The presence of the media inevitably changes the nature of protest–Kashmir and the North-East are invisible because they’re not on TV, as many pointed out yesterday, but Delhi’s protests will always attract full coverage. That also changes the nature of a spontaneous protest: everyone from casual gawkers to politicians really wants to see themselves on the nine o’clock news.
Though there were many families, students and mother-daughter pairs present, the crowd this morning was significantly more organised, from the JNUSU and AISA to the BJP’s student wing. Baba Ramdev was supposed to be on his way, because of course *that’s* what yesterday’s young protestors had secretly wanted all along–Baba Ramdev! Riding into Delhi on top of a bus! The solution to the problem of sexual violence against women in India that none of us had been bright enough to dream up!
On a side note, by making it difficult for students and young men and women to reach India Gate after the Metros were shut down and roads cordoned off, the Delhi government may actually have allowed the protest to be taken over by political parties of all stamps.
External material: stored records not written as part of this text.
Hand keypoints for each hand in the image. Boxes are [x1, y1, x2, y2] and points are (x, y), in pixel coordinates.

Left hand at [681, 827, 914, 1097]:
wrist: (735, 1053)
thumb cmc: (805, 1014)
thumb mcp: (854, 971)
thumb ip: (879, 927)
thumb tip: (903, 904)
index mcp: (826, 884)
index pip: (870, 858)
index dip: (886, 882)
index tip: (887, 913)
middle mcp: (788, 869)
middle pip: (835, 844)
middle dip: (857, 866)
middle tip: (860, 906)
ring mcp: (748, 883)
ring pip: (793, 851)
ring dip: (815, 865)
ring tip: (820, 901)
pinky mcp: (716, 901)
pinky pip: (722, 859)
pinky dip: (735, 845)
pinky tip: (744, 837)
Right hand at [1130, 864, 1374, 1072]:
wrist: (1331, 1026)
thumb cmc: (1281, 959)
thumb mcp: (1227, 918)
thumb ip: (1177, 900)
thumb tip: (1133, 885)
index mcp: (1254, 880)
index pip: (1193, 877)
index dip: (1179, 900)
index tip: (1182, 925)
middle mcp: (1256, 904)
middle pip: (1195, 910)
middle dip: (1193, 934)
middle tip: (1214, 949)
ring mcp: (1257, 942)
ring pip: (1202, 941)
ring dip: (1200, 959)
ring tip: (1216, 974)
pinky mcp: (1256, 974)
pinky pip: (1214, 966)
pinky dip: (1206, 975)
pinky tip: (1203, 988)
Despite Section 144 being in place, we weren’t stopped as we walked down with about 700 activists and supporters from Nizamuddin towards India Gate this morning. Police allowed protestors to knock over barricades at India Gate and move towards the centre, only firing teargas and using the water cannons a little later, when some protestors started throwing traffic cones and slippers around. The water cannons and the teargas hit a lot of the more peaceful protestors, unfortunately. But the impression that the police had been asked not to over-react was very strong.
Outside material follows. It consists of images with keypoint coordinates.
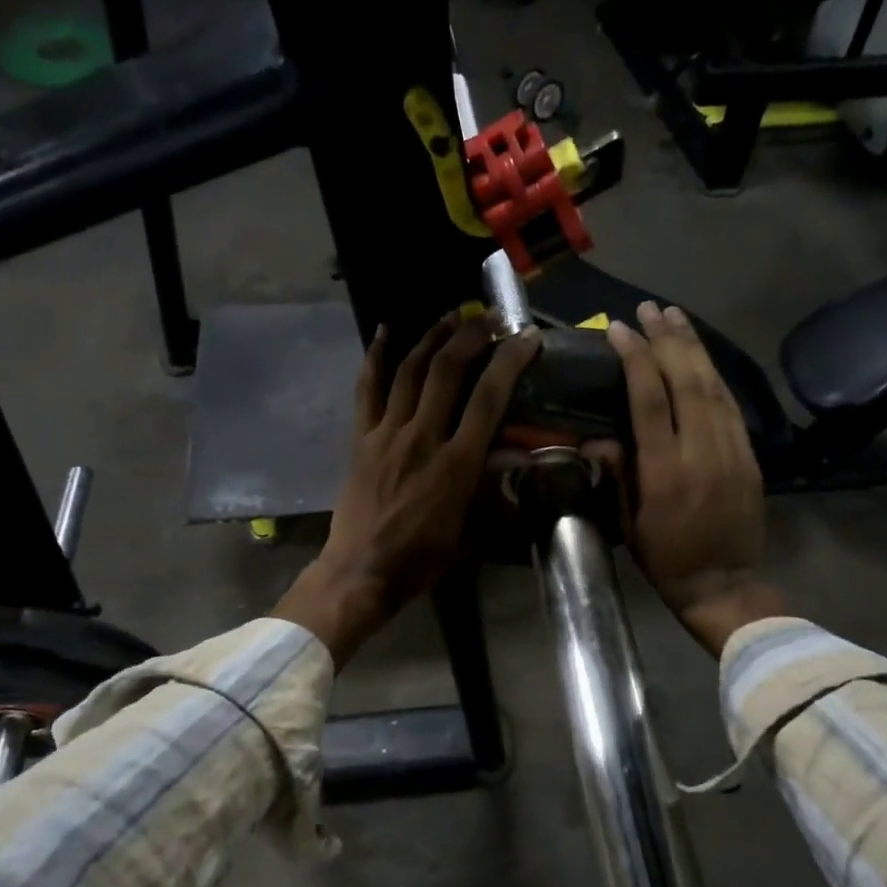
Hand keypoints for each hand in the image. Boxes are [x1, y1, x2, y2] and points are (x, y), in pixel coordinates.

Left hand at [275, 315, 541, 665]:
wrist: (361, 571)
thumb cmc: (422, 559)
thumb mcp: (472, 533)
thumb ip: (497, 494)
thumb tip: (519, 461)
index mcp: (456, 465)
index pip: (488, 399)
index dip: (509, 362)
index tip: (526, 338)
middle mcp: (422, 437)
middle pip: (448, 371)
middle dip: (472, 336)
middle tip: (491, 317)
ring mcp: (387, 433)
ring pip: (410, 370)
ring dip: (432, 337)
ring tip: (452, 315)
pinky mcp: (361, 437)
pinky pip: (368, 389)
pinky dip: (376, 357)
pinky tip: (384, 331)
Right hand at [605, 302, 786, 654]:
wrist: (724, 584)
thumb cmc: (665, 558)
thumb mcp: (628, 522)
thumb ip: (618, 474)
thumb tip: (600, 436)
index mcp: (665, 471)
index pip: (650, 400)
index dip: (635, 360)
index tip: (620, 330)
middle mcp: (702, 452)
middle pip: (686, 381)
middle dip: (667, 340)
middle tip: (650, 309)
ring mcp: (732, 451)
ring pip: (713, 386)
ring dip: (693, 347)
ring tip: (675, 317)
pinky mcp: (749, 455)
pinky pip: (730, 405)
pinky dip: (713, 374)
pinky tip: (700, 356)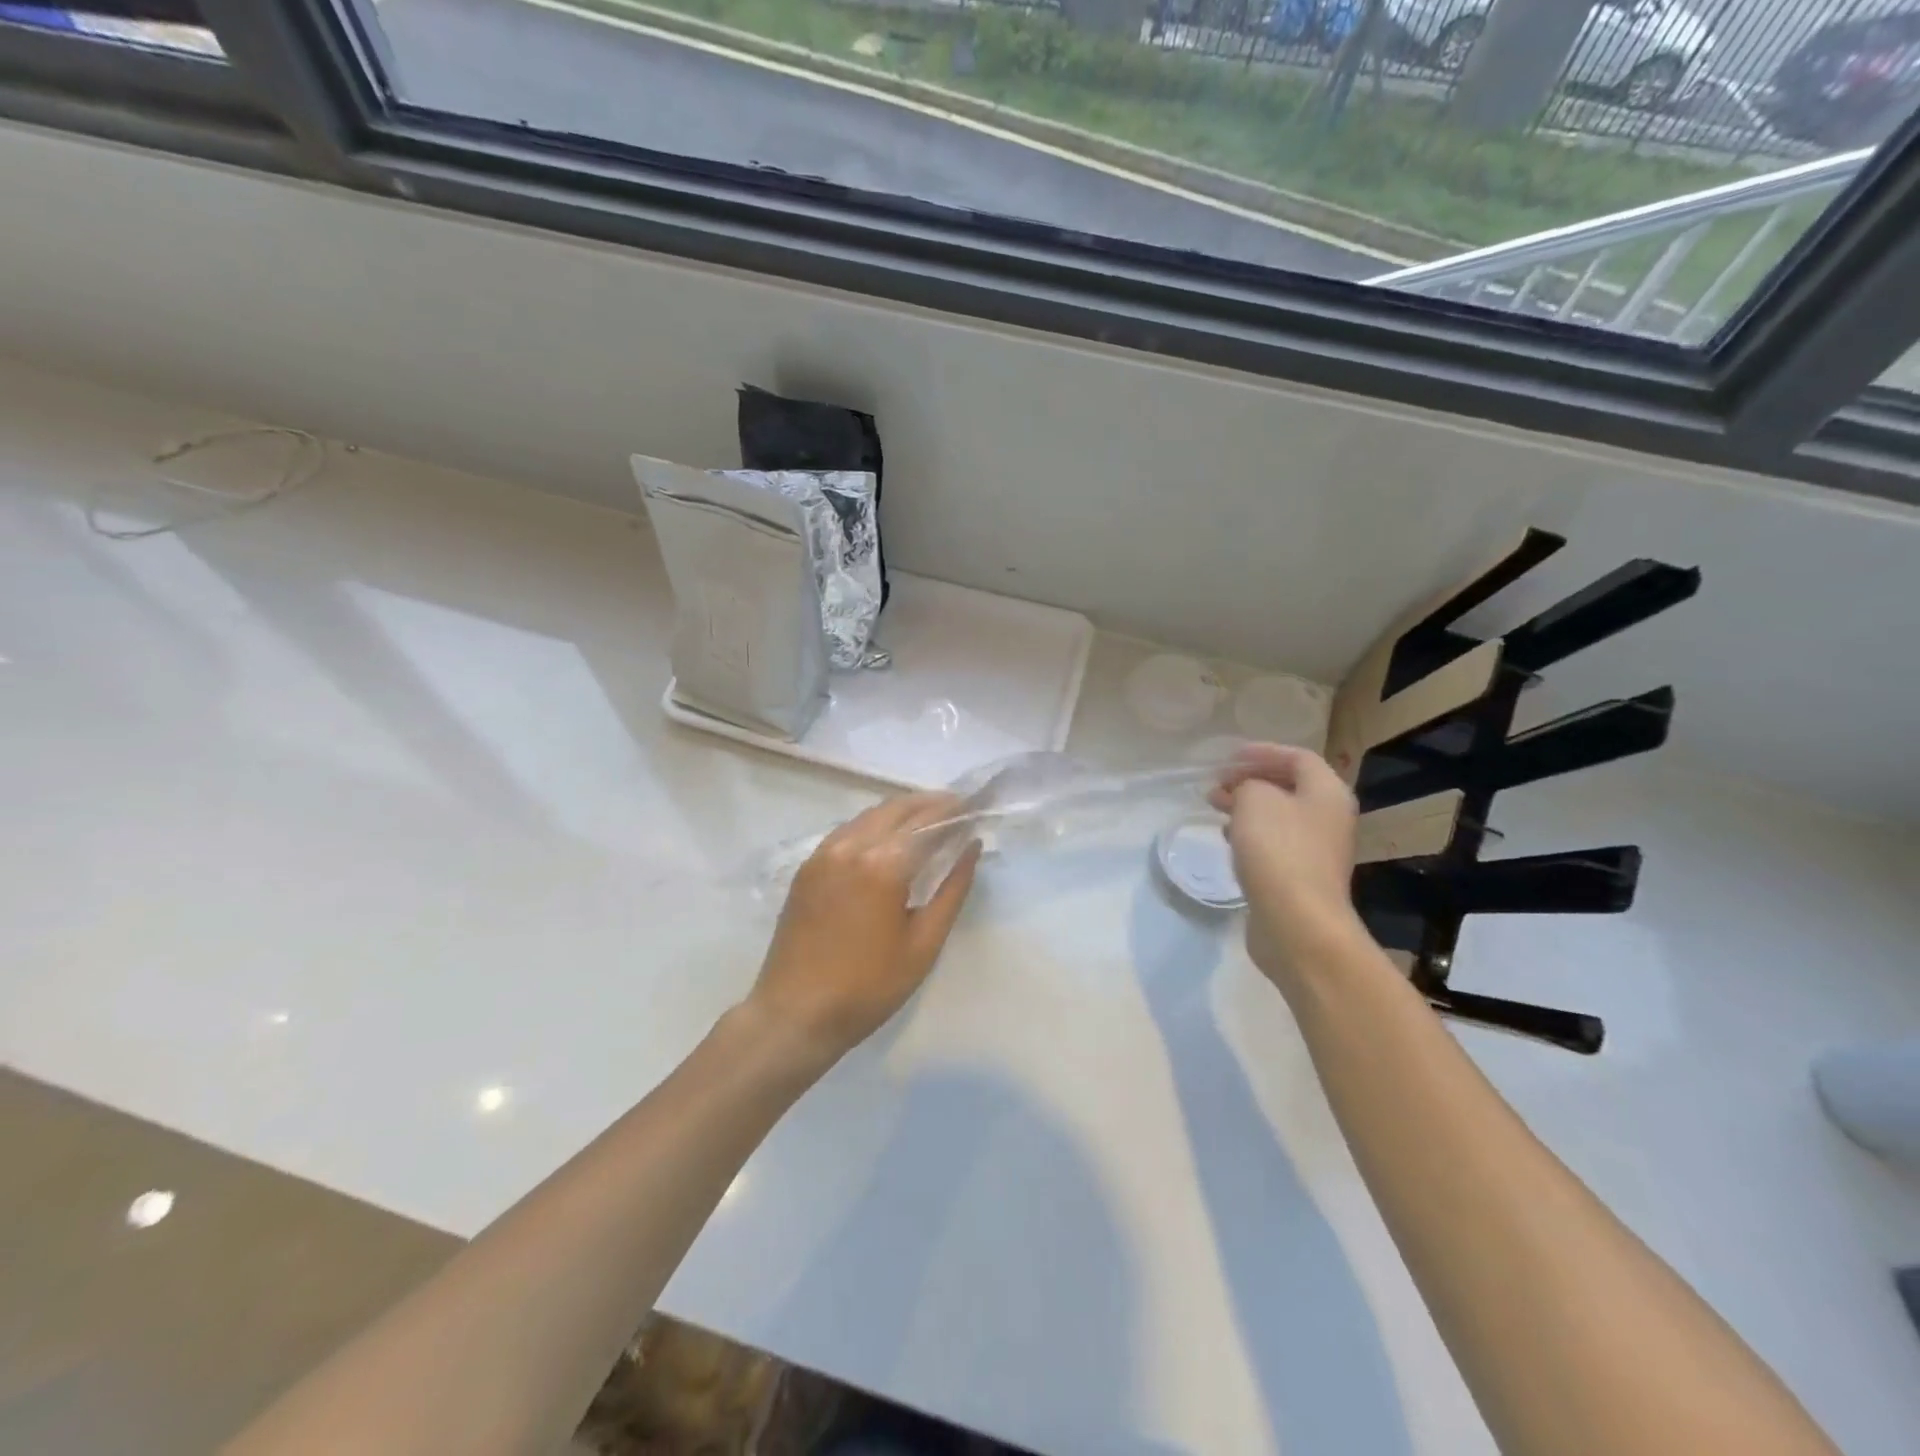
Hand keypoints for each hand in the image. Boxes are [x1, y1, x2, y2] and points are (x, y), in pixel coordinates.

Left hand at [744, 794, 981, 1065]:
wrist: (794, 1013)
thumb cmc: (868, 987)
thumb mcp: (923, 944)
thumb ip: (952, 890)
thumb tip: (971, 848)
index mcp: (883, 864)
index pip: (929, 822)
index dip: (956, 811)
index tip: (977, 805)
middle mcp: (851, 845)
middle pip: (899, 809)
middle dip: (931, 804)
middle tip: (959, 808)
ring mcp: (824, 852)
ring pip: (871, 815)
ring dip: (903, 811)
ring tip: (931, 819)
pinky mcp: (808, 866)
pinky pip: (849, 830)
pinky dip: (876, 825)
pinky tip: (890, 838)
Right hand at [1209, 744, 1365, 991]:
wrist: (1297, 923)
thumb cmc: (1278, 851)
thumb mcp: (1254, 800)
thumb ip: (1247, 784)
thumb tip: (1246, 793)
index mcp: (1327, 792)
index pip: (1297, 757)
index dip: (1262, 752)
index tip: (1228, 757)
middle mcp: (1329, 818)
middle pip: (1289, 787)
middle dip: (1250, 780)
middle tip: (1217, 784)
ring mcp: (1317, 851)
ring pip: (1279, 817)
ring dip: (1247, 808)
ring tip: (1215, 809)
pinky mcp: (1300, 878)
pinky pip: (1274, 845)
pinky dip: (1250, 836)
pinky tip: (1228, 841)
Perhaps because it was a smaller crowd today–about 2,000 when we left–the teargas shells found their targets much more easily than yesterday.
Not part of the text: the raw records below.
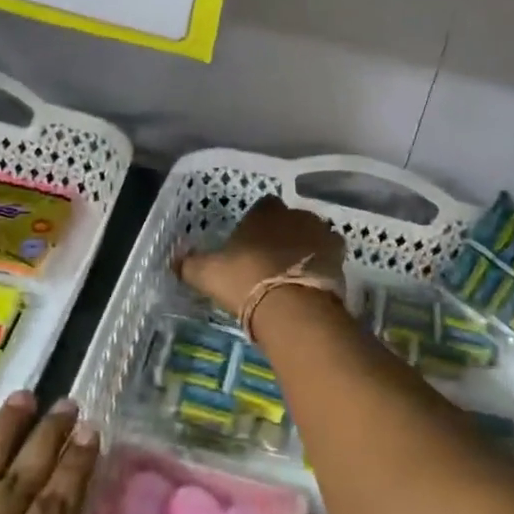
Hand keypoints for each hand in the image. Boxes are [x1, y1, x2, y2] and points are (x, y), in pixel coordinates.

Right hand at [178, 195, 345, 319]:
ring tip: (293, 274)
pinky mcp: (339, 256)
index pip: (263, 206)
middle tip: (271, 261)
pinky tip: (312, 282)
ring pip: (312, 235)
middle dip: (283, 234)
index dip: (257, 224)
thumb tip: (173, 258)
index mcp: (264, 212)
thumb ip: (189, 263)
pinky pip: (330, 255)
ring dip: (305, 248)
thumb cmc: (245, 281)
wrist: (291, 306)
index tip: (250, 243)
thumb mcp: (207, 274)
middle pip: (290, 219)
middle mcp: (296, 214)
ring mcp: (321, 233)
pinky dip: (322, 265)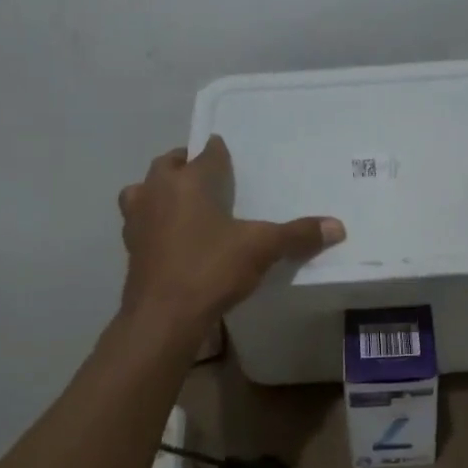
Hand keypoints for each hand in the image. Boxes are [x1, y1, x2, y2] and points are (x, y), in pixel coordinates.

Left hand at [118, 136, 343, 335]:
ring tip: (182, 202)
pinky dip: (152, 221)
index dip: (219, 151)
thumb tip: (338, 226)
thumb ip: (297, 235)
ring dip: (160, 190)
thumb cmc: (210, 269)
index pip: (206, 153)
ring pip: (143, 190)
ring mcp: (137, 218)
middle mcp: (157, 190)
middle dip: (185, 164)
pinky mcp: (129, 246)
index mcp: (188, 181)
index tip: (228, 154)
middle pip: (168, 164)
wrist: (163, 315)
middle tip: (206, 176)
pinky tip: (170, 236)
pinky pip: (140, 221)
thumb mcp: (262, 249)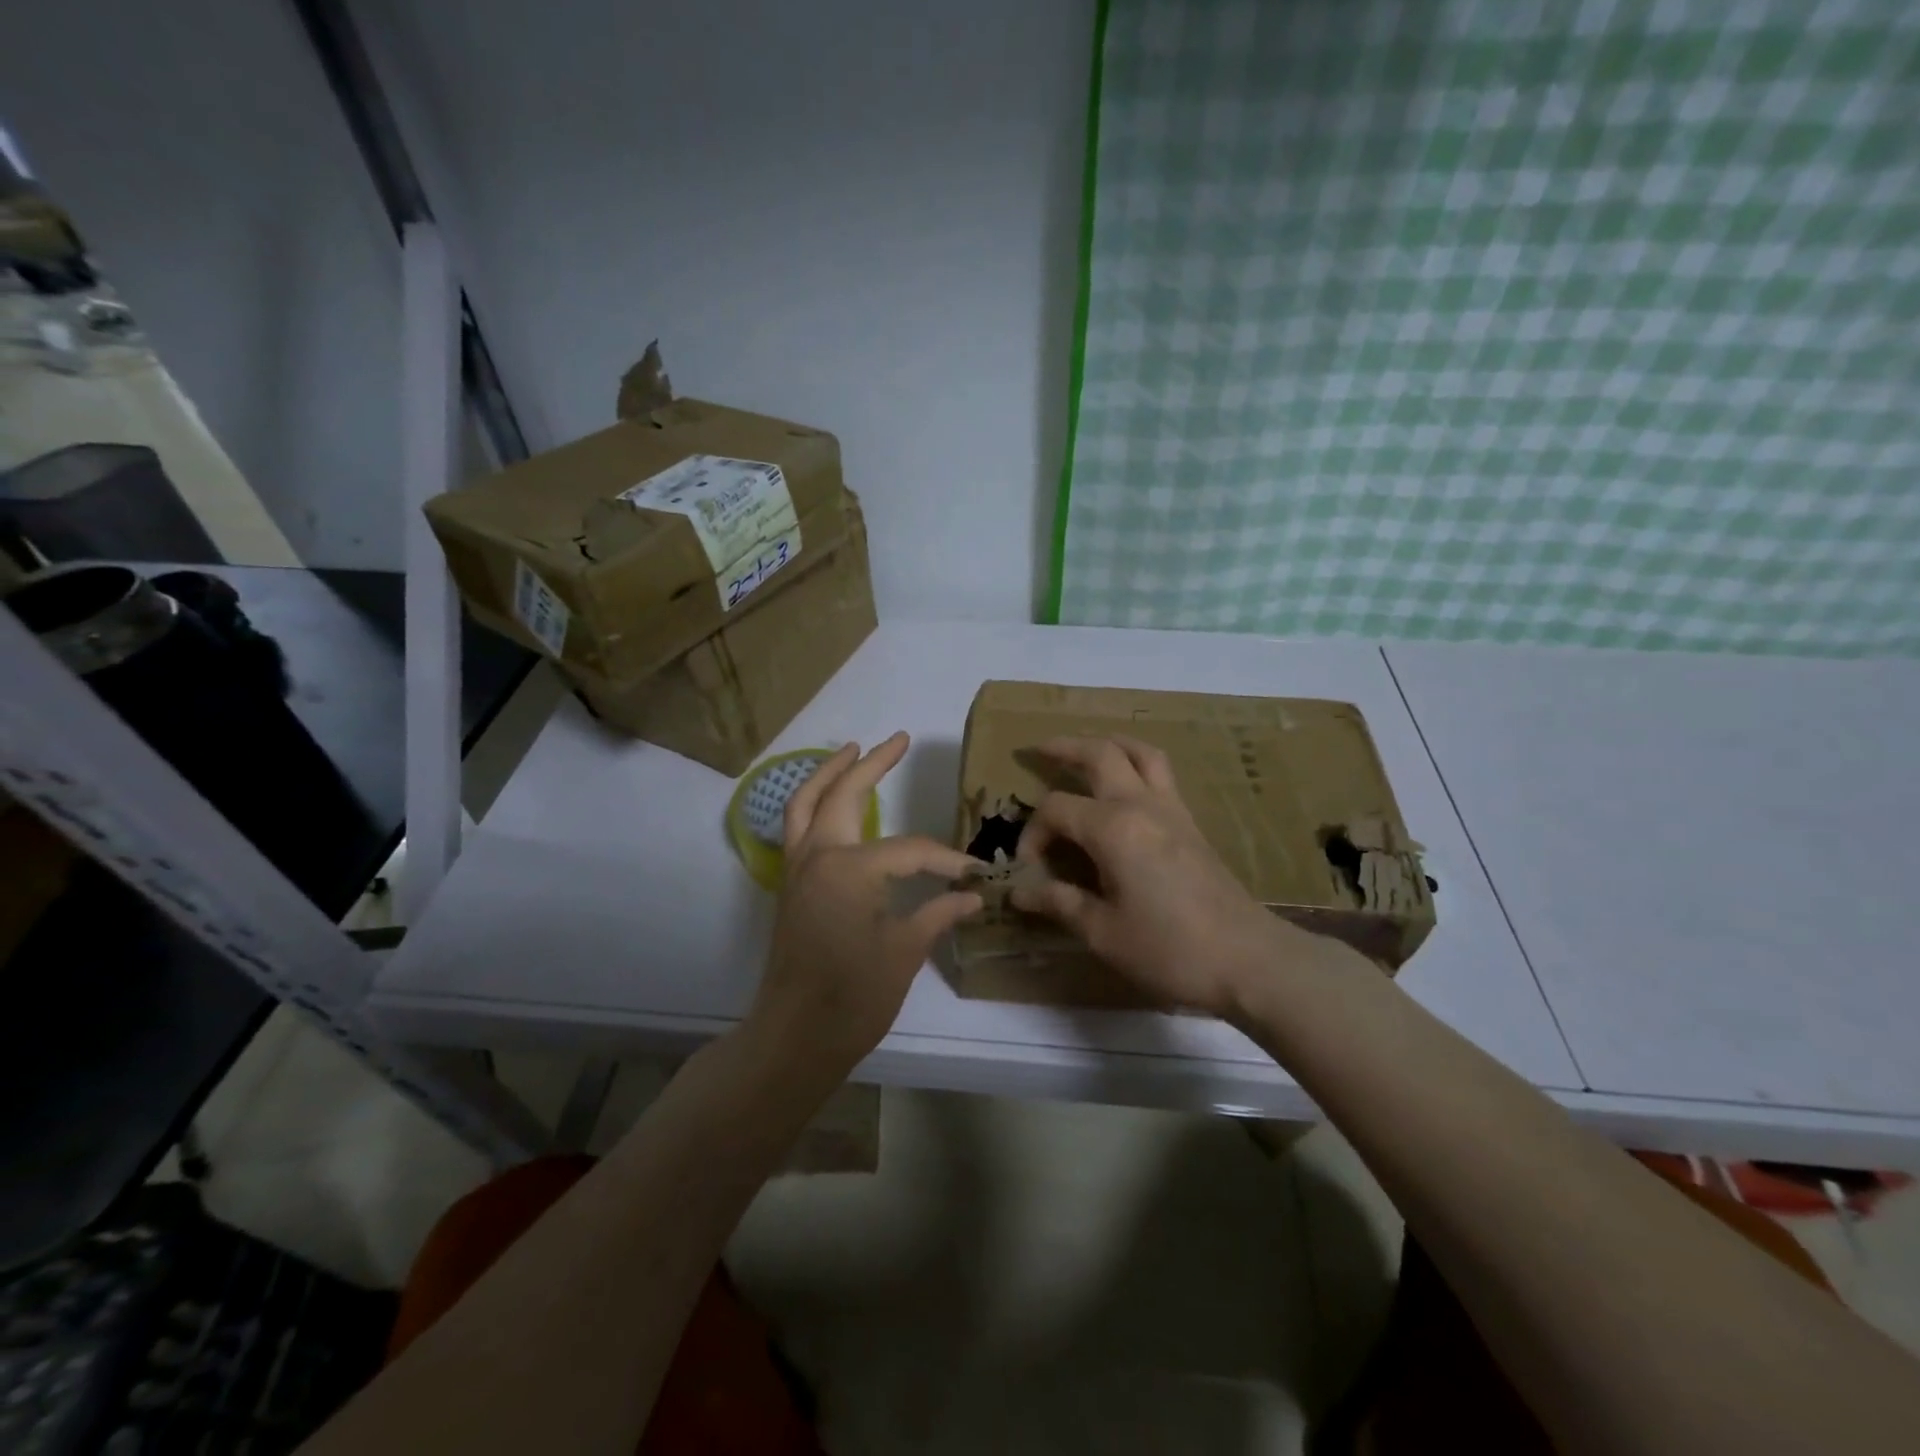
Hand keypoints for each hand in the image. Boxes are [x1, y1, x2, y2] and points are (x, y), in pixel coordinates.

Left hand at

Short of riot situations, I’d never seen the roads around India Gate so eerily silent and empty. At the India Gate-Akbar Road crossing. Students were walking down from various Metro stations, undeterred by the fact that Central Secretariat and other stations were closed, many cheerfully talking about how they’d get there in time for the post-lunch “protest session”.
Update: By evening, the protests had turned violent, sadly, with some protestors blaming political parties and “outside elements” for introducing aggression into what had been, on Saturday, a peaceful protest.